Music Lessons: How the music industry rediscovered its mojo

Introduction

The latest report in STL Partners’ Dealing with Disruption stream, this paper explores what telcos and their partners can learn from the music industry and its response to disruptive forces unleashed by the Internet.

Music was among the first industries to see its core product (compact discs) completely undermined by the Internet’s emergence as the primary distribution mechanism for content and software, throwing the record labels into a long standing struggle to maintain both relevance and revenues. After almost two decades of decline, sales of recorded music are growing again and, in developed markets, at least, the existential threat posed by piracy seems to have abated. Although the music industry still has problems aplenty, the success of streaming services has steadied the ship.

This report outlines how the music industry has regained its mojo, before considering the lessons for telcos and other digital service providers. The first section of the paper considers why music streaming has become so successful and whether the model will be sustainable. The second section of the paper explores the lessons companies from other sectors, notably telecoms, can draw from the ways in which the music industry responded to the Internet’s disruptive forces.

This paper builds on other entertainment-related reports published by STL Partners, including:

Apple’s pivot to services: What it means for telcos
Telco-Driven Disruption: Will AT&T, Axiata, Reliance Jio and Turkcell succeed?
Amazon: Telcos’ Chameleon-King Ally?
Can Telcos Entertain You?
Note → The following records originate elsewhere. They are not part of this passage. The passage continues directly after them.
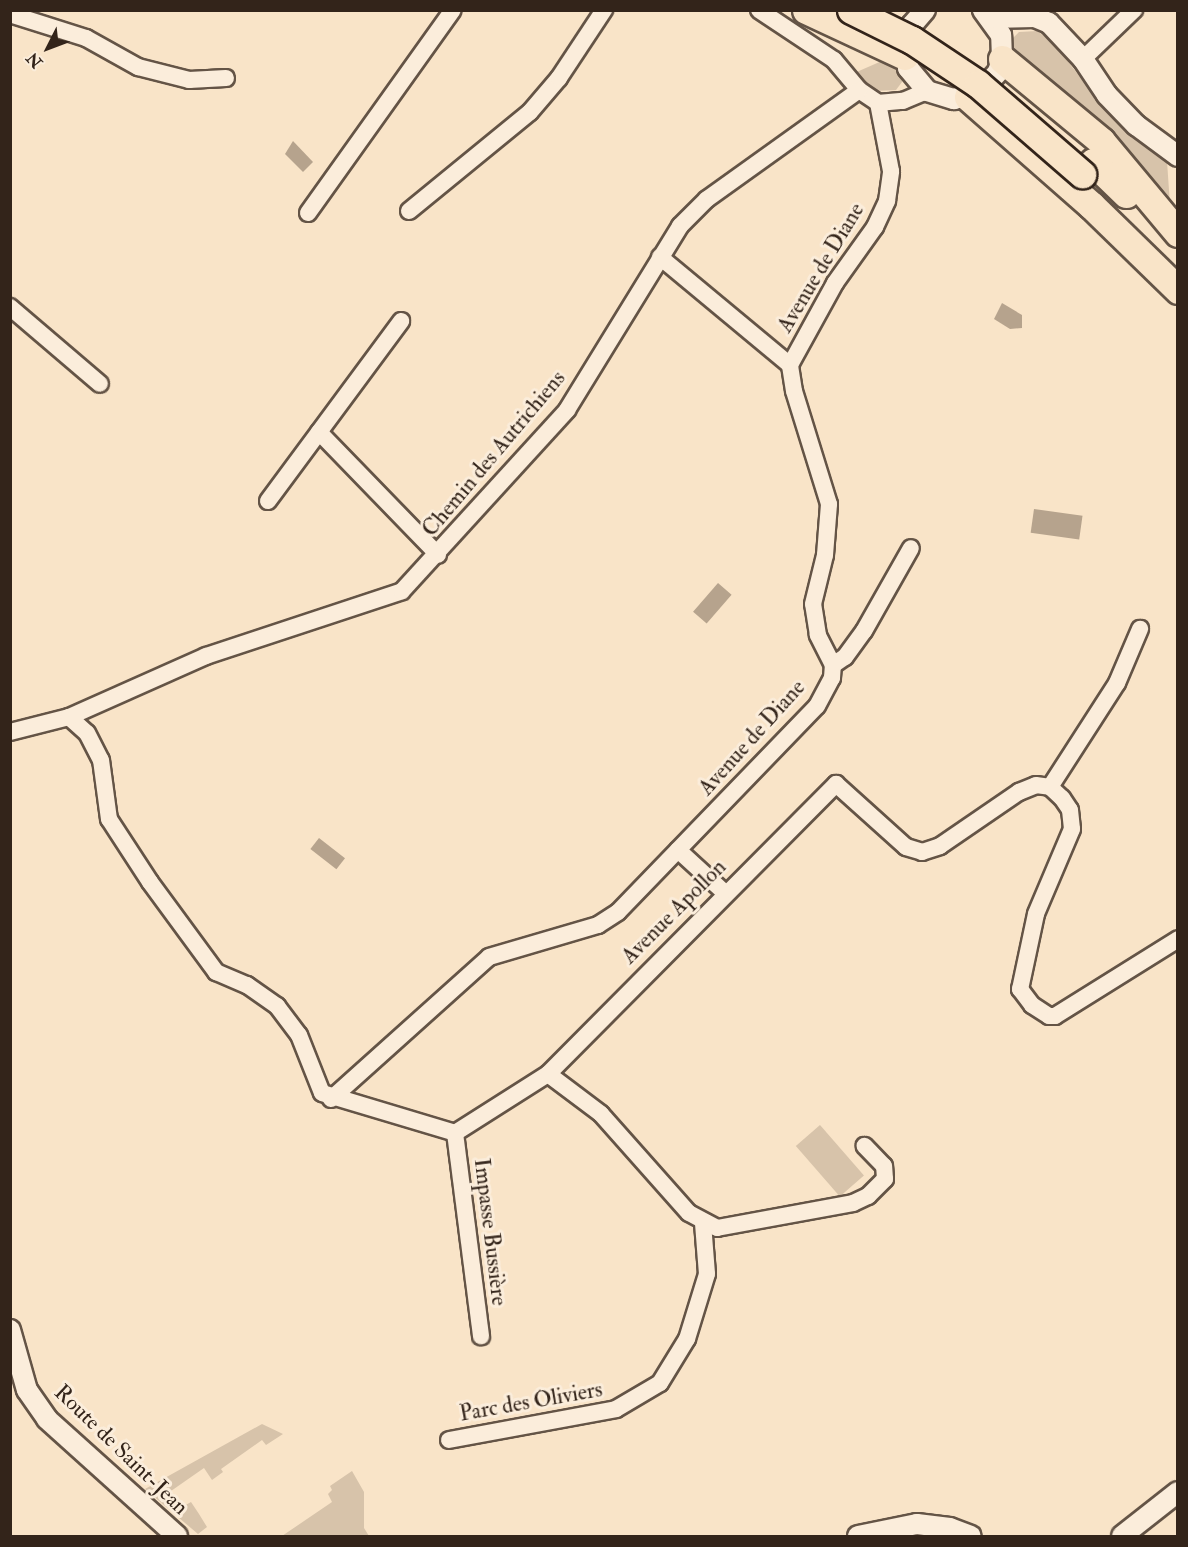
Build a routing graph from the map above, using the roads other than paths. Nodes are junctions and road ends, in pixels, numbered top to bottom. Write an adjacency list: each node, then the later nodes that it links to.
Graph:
1 (453, 10): 24 (street)
2 (604, 10): 23 (street)
3 (759, 10): 18 (street)
4 (806, 10): 16 (highway)
5 (851, 10): 22 (highway, bridge)
6 (887, 10): 22 (highway)
7 (925, 10): 16 (street)
8 (1048, 10): 13 (street)
9 (1134, 10): 15 (street)
10 (10, 14): 17 (street)
11 (987, 14): 12 (street); 14 (street)
12 (1017, 19): 13 (street); 14 (street)
13 (1065, 38): 15 (street)
14 (1002, 47): 19 (street); 25 (highway)
15 (1083, 59): 21 (street)
16 (916, 75): 19 (street); 20 (street)
17 (226, 78)
18 (859, 90): 20 (street); 27 (street, Chemin des Autrichiens)
19 (968, 97): 29 (highway)
20 (878, 103): 32 (street, Avenue de Diane)
21 (1178, 156)
22 (1087, 168): 26 (highway); 28 (highway)
23 (409, 211)
24 (308, 213)
25 (1178, 233)
26 (1178, 250)
27 (660, 257): 32 (street); 37 (street, Chemin des Autrichiens)
28 (1178, 279)
29 (1178, 290)
30 (10, 307): 33 (street)
31 (400, 321): 34 (street)
32 (790, 365): 39 (street, Avenue de Diane)
33 (100, 384)
34 (319, 432): 35 (street); 37 (street)
35 (268, 501)
36 (911, 548): 39 (street)
37 (438, 555): 40 (street, Chemin des Autrichiens)
38 (1140, 629): 42 (street)
39 (833, 665): 43 (street, Avenue de Diane)
40 (69, 717): 41 (street, Chemin des Autrichiens); 47 (street)
41 (10, 732)
42 (1050, 786): 44 (street, Avenue Apollon); 45 (street)
43 (678, 850): 44 (street); 47 (street, Avenue de Diane)
44 (724, 892): 46 (street, Avenue Apollon)
45 (1178, 939)
46 (548, 1074): 48 (street, Avenue Apollon); 50 (street)
47 (331, 1099): 48 (street)
48 (455, 1133): 52 (street, Impasse Bussière)
49 (865, 1146): 50 (street)
50 (703, 1223): 53 (street, Parc des Oliviers)
51 (10, 1330): 55 (street, Route de Saint-Jean)
52 (481, 1336)
53 (449, 1440)
54 (1178, 1492): 58 (street)
55 (177, 1536)
56 (858, 1536): 57 (street)
57 (971, 1536)
58 (1122, 1536)

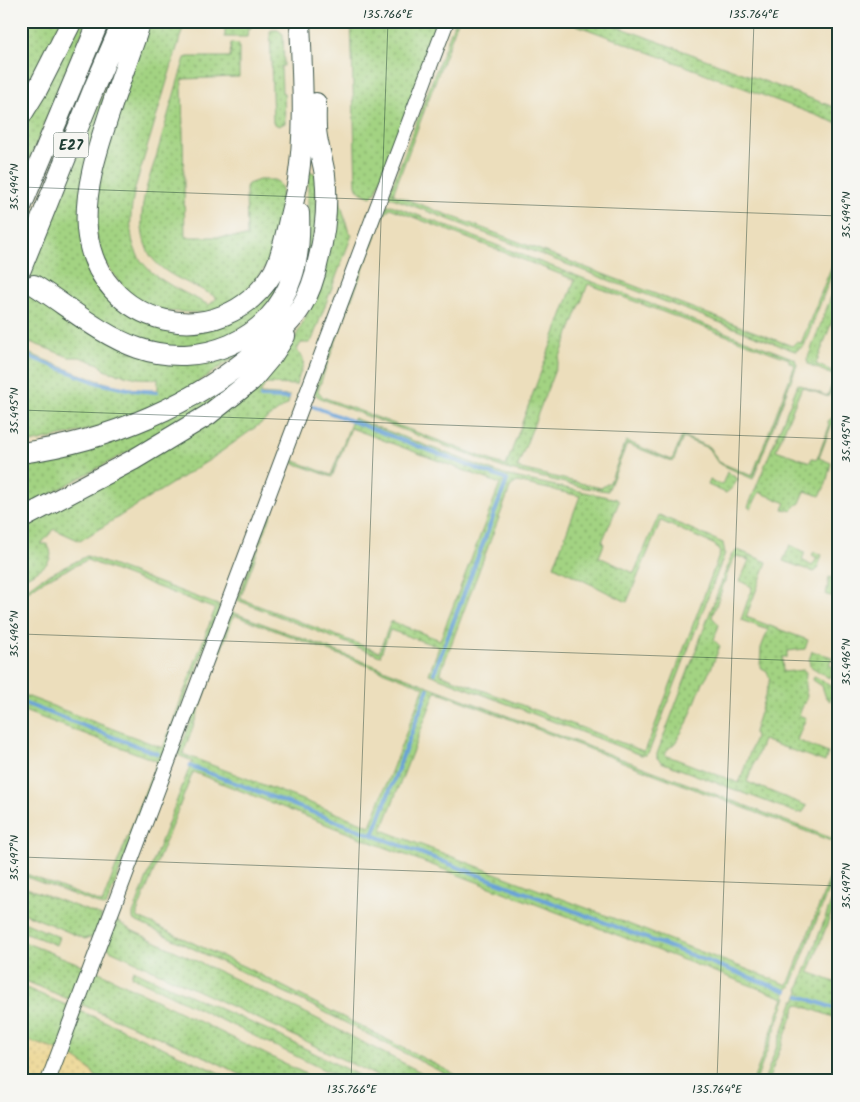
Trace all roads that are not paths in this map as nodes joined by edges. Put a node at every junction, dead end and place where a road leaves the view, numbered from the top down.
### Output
1 (72, 21) edge
2 (99, 21) edge
3 (123, 21) edge
4 (141, 21) edge
5 (300, 21) edge
6 (313, 21) edge
7 (447, 21) edge
8 (21, 116) edge
9 (298, 180) junction
10 (21, 207) edge
11 (21, 270) edge
12 (34, 285) dead end
13 (301, 308) junction
14 (21, 453) edge
15 (21, 519) edge
16 (48, 1081) edge

1 - 8 highway
2 - 10 highway, E27
3 - 11 highway, E27
4 - 9 highway
5 - 9 highway
6 - 13 highway
7 - 16 street
9 - 12 highway
13 - 14 highway
13 - 15 highway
Vodafone and MTN’s Emerging Market Strategies (Part 2)
Can Telcos Entertain You? (Part 1)

Music bounces back

Over the past 20 years, the rise of the Internet has shaken the music industry to the core, obsolescing its distribution model, undermining its business model and enabling new forms of piracy. Yet, the major record labels have survived, albeit in a consolidated form, and the sector is now showing some tentative signs of recovery. In 2013, the global music industry began to grow again for the first time since the turn of the Millennium. It continues to recover and will grow at a compound annual growth rate of 3.5% between now and 2021, according to research by PwC, fuelled by growth in both the recorded music and the live music sectors (see Figure 1).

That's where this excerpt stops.